"There is one funny thing about life - the good Lord never anticipated that mankind would go underground willingly."

Benjamin Nicholas is a man who chooses to recognize the positive aspects of negative situations. For Ben, as for so many other young men in the coal mining communities, entering the mine was a matter of necessity, rather than choice.
Ben Nicholas is a fountain of mining information, and speaking passionately about his career came easily for him.

Ben Nicholas

The descriptions he has provided about mining cover a broad range of topics and are elaborated upon in great detail.

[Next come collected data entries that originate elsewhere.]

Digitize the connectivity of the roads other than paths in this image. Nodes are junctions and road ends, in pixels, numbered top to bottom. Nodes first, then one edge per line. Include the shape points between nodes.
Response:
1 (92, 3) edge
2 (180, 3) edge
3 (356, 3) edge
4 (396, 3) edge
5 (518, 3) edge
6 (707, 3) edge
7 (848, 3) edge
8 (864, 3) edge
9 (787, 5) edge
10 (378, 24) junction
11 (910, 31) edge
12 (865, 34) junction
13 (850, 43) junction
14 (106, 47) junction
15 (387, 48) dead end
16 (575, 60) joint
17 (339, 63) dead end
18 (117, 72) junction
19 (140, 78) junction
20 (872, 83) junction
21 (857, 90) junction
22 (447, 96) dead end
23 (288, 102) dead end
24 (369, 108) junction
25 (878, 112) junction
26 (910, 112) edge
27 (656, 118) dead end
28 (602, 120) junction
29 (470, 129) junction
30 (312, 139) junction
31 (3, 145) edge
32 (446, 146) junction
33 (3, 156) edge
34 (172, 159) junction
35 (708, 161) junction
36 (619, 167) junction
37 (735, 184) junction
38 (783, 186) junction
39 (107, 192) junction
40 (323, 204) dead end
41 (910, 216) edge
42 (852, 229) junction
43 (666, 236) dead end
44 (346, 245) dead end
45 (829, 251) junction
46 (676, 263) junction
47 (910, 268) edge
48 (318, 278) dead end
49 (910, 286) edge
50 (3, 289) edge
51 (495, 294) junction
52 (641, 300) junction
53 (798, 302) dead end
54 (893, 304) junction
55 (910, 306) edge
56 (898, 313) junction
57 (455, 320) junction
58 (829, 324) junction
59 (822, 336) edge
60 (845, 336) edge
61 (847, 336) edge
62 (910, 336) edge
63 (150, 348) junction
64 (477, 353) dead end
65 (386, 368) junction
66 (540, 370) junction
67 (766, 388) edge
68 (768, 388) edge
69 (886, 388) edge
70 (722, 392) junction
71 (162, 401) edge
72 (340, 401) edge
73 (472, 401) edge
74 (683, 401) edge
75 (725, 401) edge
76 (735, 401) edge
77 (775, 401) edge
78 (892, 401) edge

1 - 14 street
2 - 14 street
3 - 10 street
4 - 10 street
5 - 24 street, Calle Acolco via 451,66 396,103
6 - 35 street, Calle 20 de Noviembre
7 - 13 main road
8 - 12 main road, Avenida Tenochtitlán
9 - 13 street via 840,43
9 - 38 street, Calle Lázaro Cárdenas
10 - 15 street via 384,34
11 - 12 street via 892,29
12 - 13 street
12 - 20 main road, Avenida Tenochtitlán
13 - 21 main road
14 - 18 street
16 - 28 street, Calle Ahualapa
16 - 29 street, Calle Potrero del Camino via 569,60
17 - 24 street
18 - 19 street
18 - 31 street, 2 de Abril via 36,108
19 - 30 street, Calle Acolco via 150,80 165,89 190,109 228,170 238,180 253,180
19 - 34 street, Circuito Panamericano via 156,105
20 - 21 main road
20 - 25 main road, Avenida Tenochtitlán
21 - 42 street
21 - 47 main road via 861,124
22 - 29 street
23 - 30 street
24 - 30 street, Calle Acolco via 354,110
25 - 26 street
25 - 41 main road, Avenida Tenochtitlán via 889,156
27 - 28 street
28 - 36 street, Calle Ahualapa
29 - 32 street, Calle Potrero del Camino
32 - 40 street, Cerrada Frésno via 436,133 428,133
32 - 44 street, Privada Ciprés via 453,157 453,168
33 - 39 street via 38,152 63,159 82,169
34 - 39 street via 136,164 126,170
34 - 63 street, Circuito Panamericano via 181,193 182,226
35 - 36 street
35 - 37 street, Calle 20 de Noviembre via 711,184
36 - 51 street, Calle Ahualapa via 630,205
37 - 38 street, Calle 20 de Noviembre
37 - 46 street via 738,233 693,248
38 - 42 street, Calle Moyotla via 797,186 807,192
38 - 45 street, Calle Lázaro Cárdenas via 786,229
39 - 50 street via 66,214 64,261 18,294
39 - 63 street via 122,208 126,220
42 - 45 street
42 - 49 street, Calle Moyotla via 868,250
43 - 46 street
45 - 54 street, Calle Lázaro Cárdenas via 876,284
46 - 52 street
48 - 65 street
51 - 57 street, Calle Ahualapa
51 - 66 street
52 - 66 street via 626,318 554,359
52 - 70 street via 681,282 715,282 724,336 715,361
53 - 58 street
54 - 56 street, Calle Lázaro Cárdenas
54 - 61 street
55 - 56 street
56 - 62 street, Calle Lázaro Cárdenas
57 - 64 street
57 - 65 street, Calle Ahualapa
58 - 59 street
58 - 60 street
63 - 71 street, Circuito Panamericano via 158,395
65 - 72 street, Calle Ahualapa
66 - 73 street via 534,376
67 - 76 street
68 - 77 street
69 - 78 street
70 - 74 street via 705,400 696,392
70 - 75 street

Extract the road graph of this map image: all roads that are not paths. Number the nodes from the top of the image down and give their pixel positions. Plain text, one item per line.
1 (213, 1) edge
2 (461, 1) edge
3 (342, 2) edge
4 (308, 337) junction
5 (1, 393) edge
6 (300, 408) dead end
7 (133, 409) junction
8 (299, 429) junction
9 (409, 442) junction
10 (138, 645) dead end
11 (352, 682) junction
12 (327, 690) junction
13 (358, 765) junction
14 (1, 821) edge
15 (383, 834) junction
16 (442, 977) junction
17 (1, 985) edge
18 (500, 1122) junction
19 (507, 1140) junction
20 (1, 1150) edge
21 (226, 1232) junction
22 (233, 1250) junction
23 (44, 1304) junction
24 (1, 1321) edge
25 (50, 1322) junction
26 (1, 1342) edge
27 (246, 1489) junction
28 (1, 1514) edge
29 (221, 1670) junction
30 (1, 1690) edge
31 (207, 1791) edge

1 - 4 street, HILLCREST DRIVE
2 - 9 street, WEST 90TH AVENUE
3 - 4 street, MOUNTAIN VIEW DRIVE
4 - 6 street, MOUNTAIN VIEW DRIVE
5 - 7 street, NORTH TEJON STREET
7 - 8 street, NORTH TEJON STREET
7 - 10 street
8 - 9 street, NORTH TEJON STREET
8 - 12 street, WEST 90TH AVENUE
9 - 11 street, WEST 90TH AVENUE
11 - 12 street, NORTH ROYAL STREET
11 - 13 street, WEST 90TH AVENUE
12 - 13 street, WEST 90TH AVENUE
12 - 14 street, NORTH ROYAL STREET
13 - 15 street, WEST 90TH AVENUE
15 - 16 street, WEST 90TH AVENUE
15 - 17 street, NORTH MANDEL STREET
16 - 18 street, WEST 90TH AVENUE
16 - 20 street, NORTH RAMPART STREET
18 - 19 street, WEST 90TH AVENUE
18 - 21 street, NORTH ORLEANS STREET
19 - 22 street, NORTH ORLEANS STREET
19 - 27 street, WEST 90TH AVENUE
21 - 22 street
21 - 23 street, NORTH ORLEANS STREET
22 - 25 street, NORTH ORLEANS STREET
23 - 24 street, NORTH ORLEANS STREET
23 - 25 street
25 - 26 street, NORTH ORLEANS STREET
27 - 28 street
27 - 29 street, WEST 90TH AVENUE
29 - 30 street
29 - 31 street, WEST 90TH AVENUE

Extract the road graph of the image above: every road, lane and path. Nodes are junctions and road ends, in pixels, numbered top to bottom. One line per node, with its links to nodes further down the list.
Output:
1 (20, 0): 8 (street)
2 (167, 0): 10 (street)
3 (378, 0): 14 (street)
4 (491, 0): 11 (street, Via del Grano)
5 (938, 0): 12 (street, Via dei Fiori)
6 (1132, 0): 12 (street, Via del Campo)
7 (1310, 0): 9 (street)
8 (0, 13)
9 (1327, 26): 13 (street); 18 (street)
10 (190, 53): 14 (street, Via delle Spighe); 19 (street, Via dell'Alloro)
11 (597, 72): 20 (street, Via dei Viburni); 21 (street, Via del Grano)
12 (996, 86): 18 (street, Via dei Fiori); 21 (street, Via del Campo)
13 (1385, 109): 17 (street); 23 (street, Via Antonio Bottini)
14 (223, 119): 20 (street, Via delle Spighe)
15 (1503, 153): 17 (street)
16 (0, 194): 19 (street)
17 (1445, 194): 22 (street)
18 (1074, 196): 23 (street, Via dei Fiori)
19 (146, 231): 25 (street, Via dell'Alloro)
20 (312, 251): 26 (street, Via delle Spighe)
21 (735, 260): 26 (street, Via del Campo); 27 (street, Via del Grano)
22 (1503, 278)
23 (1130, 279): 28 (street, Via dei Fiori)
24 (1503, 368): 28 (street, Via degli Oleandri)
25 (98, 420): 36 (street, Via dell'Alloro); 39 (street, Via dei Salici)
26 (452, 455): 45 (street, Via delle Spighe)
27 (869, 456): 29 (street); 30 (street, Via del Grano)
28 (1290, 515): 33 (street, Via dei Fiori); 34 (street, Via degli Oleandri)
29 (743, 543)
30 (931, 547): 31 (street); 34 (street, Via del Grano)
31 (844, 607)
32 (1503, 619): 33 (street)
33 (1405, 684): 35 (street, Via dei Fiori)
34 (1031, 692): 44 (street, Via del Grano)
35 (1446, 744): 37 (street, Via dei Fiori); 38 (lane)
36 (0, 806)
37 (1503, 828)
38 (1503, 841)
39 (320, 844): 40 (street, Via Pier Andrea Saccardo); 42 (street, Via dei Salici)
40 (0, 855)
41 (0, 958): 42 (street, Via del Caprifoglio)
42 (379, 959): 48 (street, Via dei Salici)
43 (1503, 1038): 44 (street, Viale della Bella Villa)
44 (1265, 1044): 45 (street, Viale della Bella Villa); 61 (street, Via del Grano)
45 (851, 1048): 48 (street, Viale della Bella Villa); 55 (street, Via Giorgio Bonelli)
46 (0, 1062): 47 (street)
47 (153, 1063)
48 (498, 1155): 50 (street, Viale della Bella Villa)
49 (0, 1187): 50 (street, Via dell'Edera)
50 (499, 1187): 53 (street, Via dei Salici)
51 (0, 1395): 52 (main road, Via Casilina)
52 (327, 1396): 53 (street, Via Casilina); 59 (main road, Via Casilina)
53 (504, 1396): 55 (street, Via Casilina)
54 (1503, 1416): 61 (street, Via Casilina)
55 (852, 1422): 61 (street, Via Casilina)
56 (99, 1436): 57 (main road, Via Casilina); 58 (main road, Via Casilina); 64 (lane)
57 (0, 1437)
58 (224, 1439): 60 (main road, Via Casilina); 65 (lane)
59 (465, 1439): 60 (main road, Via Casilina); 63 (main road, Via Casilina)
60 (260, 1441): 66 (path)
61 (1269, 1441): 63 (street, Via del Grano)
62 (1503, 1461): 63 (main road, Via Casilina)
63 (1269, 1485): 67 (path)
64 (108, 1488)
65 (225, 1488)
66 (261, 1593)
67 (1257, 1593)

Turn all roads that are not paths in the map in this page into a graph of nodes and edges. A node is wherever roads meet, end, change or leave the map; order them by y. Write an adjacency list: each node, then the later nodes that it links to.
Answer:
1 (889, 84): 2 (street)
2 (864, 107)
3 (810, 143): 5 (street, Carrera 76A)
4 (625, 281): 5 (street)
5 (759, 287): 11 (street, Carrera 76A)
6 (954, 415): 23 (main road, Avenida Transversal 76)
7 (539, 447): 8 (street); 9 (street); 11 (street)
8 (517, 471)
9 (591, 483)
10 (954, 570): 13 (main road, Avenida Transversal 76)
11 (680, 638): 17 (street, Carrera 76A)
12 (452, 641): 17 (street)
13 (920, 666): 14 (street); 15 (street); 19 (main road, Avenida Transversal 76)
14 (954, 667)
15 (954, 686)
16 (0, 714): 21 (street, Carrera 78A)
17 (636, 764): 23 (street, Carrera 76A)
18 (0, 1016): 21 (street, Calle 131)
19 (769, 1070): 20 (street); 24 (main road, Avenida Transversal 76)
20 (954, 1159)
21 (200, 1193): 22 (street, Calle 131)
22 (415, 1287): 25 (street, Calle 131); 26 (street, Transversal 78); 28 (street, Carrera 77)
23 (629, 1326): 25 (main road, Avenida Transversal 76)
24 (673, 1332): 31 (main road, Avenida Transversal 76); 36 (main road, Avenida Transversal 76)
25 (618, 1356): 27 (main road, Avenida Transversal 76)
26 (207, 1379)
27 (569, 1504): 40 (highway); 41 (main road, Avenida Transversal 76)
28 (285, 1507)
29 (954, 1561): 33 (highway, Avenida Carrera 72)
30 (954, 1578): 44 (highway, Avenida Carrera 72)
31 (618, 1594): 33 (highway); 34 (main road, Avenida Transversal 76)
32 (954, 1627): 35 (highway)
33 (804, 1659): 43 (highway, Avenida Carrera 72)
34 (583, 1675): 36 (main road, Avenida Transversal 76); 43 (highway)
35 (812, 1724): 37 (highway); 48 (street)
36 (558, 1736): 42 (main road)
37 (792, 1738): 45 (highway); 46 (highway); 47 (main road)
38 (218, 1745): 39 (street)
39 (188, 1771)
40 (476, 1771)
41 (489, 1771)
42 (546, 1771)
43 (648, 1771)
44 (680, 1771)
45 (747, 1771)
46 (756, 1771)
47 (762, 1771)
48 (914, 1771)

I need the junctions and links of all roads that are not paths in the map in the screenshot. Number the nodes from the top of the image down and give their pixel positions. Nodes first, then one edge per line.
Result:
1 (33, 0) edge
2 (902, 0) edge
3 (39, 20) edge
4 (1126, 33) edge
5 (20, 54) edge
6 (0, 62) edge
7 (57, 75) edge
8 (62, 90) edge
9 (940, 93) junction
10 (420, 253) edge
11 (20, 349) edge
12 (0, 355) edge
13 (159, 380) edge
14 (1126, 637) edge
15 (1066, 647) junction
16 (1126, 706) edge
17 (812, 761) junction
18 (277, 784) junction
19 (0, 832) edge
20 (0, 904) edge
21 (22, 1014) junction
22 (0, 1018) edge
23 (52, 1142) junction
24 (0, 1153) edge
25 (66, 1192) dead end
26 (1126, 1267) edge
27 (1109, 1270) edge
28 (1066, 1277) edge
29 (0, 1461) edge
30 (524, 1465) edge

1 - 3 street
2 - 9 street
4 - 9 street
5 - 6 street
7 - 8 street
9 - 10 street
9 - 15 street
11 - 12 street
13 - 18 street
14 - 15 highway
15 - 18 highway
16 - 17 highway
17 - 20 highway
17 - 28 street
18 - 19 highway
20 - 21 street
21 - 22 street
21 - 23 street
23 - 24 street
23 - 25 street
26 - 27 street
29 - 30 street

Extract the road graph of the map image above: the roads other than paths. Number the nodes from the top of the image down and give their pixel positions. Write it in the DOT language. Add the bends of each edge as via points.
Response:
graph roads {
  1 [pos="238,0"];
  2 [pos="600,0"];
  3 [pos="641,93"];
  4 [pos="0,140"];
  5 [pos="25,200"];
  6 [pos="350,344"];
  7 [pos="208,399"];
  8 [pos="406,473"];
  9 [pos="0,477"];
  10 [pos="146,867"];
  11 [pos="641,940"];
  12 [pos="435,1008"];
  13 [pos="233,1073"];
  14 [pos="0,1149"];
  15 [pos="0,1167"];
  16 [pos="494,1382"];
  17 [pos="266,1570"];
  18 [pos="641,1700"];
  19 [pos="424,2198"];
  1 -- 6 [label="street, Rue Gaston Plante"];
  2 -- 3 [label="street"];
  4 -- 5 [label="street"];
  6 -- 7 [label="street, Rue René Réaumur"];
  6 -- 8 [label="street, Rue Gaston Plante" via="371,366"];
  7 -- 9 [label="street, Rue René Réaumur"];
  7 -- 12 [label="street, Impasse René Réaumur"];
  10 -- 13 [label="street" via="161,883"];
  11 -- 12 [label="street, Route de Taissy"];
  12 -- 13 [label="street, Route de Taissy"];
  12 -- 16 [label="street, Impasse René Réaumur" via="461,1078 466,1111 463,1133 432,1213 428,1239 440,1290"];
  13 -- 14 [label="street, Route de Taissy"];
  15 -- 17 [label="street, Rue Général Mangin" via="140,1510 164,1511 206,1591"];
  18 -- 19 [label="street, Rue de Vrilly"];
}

Mabel [Stockand] Nicholas was born in Cumberland and lived mostly in Royston. There are six generations of her family raised on Vancouver Island; she has five children. Mabel’s father worked in the coal mines for a couple of years as a mule driver. He went into logging as a boom man, but when there was a strike, or it was fire season he would always go work at the mine temporarily. Mabel also had four uncles working in the coal mines.

Ben’s Story

“I was born in Cumberland in 1915, the oldest boy in a family of four kids. My dad was born in Wales into a coal mining family. I guess he wanted to get out of that rut so that is when he joined the army. He was an old imperial soldier in the British Army; he was in West Africa about 1894, before the Boer War. He served eighteen years in the army and then, at age thirty-nine, he decided it was time to get married.